MATERIAL TO PROCESS =
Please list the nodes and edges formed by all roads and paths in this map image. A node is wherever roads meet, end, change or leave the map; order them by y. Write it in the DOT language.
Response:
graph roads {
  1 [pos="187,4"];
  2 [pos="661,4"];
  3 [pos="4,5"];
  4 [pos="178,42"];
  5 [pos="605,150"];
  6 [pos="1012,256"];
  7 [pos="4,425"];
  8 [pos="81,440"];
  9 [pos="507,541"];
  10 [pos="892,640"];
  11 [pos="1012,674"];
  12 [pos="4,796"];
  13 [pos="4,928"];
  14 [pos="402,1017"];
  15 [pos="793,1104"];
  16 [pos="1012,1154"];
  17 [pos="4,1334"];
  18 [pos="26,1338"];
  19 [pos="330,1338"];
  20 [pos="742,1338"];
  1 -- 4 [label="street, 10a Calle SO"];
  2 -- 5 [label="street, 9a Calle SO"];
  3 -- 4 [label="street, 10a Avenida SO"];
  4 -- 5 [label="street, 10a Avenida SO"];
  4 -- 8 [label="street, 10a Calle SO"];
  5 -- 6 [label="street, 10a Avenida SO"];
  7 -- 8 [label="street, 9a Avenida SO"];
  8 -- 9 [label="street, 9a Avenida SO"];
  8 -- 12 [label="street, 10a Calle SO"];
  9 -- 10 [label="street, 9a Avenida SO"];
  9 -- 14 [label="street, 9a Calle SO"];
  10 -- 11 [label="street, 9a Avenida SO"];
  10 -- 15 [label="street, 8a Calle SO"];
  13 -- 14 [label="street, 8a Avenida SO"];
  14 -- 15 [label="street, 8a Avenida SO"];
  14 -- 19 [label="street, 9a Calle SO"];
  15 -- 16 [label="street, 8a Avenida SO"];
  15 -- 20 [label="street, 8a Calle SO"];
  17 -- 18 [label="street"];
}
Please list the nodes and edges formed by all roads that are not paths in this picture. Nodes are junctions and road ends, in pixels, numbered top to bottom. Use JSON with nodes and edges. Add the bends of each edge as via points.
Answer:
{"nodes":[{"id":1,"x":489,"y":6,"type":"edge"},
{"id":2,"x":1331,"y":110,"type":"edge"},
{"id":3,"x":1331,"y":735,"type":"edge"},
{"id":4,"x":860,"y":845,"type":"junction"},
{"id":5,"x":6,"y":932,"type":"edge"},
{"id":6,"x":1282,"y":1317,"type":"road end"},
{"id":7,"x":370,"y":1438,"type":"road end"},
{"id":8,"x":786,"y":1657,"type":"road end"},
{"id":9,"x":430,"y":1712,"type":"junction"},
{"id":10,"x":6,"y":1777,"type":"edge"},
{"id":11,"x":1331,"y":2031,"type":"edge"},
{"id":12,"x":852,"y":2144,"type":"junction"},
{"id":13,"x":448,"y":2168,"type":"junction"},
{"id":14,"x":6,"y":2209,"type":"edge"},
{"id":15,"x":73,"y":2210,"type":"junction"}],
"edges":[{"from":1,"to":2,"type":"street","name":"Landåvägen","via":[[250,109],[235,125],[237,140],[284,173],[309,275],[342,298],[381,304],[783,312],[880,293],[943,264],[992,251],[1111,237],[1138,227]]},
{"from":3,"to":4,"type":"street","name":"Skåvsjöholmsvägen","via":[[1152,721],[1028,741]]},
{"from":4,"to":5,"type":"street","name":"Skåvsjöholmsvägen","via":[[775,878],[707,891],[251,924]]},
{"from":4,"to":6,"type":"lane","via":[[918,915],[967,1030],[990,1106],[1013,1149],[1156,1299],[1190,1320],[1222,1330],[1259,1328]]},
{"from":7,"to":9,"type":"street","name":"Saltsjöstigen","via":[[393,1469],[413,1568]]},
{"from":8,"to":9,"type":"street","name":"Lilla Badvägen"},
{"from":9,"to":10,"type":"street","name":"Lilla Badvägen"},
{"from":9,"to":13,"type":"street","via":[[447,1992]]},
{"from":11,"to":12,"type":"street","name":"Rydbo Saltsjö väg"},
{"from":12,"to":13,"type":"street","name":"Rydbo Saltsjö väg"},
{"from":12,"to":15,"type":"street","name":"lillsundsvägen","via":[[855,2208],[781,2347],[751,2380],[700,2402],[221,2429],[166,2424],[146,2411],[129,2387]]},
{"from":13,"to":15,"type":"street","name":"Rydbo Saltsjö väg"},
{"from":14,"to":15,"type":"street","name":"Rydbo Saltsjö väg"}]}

WHAT YOU HAVE TO DO =
After reading the lines above, reproduce them all exactly.

ANSWER FOR THIS EXERCISE =
Please list the nodes and edges formed by all roads and paths in this map image. A node is wherever roads meet, end, change or leave the map; order them by y. Write it in the DOT language.
Response:
graph roads {
  1 [pos="187,4"];
  2 [pos="661,4"];
  3 [pos="4,5"];
  4 [pos="178,42"];
  5 [pos="605,150"];
  6 [pos="1012,256"];
  7 [pos="4,425"];
  8 [pos="81,440"];
  9 [pos="507,541"];
  10 [pos="892,640"];
  11 [pos="1012,674"];
  12 [pos="4,796"];
  13 [pos="4,928"];
  14 [pos="402,1017"];
  15 [pos="793,1104"];
  16 [pos="1012,1154"];
  17 [pos="4,1334"];
  18 [pos="26,1338"];
  19 [pos="330,1338"];
  20 [pos="742,1338"];
  1 -- 4 [label="street, 10a Calle SO"];
  2 -- 5 [label="street, 9a Calle SO"];
  3 -- 4 [label="street, 10a Avenida SO"];
  4 -- 5 [label="street, 10a Avenida SO"];
  4 -- 8 [label="street, 10a Calle SO"];
  5 -- 6 [label="street, 10a Avenida SO"];
  7 -- 8 [label="street, 9a Avenida SO"];
  8 -- 9 [label="street, 9a Avenida SO"];
  8 -- 12 [label="street, 10a Calle SO"];
  9 -- 10 [label="street, 9a Avenida SO"];
  9 -- 14 [label="street, 9a Calle SO"];
  10 -- 11 [label="street, 9a Avenida SO"];
  10 -- 15 [label="street, 8a Calle SO"];
  13 -- 14 [label="street, 8a Avenida SO"];
  14 -- 15 [label="street, 8a Avenida SO"];
  14 -- 19 [label="street, 9a Calle SO"];
  15 -- 16 [label="street, 8a Avenida SO"];
  15 -- 20 [label="street, 8a Calle SO"];
  17 -- 18 [label="street"];
}
Please list the nodes and edges formed by all roads that are not paths in this picture. Nodes are junctions and road ends, in pixels, numbered top to bottom. Use JSON with nodes and edges. Add the bends of each edge as via points.
Answer:
{"nodes":[{"id":1,"x":489,"y":6,"type":"edge"},
{"id":2,"x":1331,"y":110,"type":"edge"},
{"id":3,"x":1331,"y":735,"type":"edge"},
{"id":4,"x":860,"y":845,"type":"junction"},
{"id":5,"x":6,"y":932,"type":"edge"},
{"id":6,"x":1282,"y":1317,"type":"road end"},
{"id":7,"x":370,"y":1438,"type":"road end"},
{"id":8,"x":786,"y":1657,"type":"road end"},
{"id":9,"x":430,"y":1712,"type":"junction"},
{"id":10,"x":6,"y":1777,"type":"edge"},
{"id":11,"x":1331,"y":2031,"type":"edge"},
{"id":12,"x":852,"y":2144,"type":"junction"},
{"id":13,"x":448,"y":2168,"type":"junction"},
{"id":14,"x":6,"y":2209,"type":"edge"},
{"id":15,"x":73,"y":2210,"type":"junction"}],
"edges":[{"from":1,"to":2,"type":"street","name":"Landåvägen","via":[[250,109],[235,125],[237,140],[284,173],[309,275],[342,298],[381,304],[783,312],[880,293],[943,264],[992,251],[1111,237],[1138,227]]},
{"from":3,"to":4,"type":"street","name":"Skåvsjöholmsvägen","via":[[1152,721],[1028,741]]},
{"from":4,"to":5,"type":"street","name":"Skåvsjöholmsvägen","via":[[775,878],[707,891],[251,924]]},
{"from":4,"to":6,"type":"lane","via":[[918,915],[967,1030],[990,1106],[1013,1149],[1156,1299],[1190,1320],[1222,1330],[1259,1328]]},
{"from":7,"to":9,"type":"street","name":"Saltsjöstigen","via":[[393,1469],[413,1568]]},
{"from":8,"to":9,"type":"street","name":"Lilla Badvägen"},
{"from":9,"to":10,"type":"street","name":"Lilla Badvägen"},
{"from":9,"to":13,"type":"street","via":[[447,1992]]},
{"from":11,"to":12,"type":"street","name":"Rydbo Saltsjö väg"},
{"from":12,"to":13,"type":"street","name":"Rydbo Saltsjö väg"},
{"from":12,"to":15,"type":"street","name":"lillsundsvägen","via":[[855,2208],[781,2347],[751,2380],[700,2402],[221,2429],[166,2424],[146,2411],[129,2387]]},
{"from":13,"to":15,"type":"street","name":"Rydbo Saltsjö väg"},
{"from":14,"to":15,"type":"street","name":"Rydbo Saltsjö väg"}]}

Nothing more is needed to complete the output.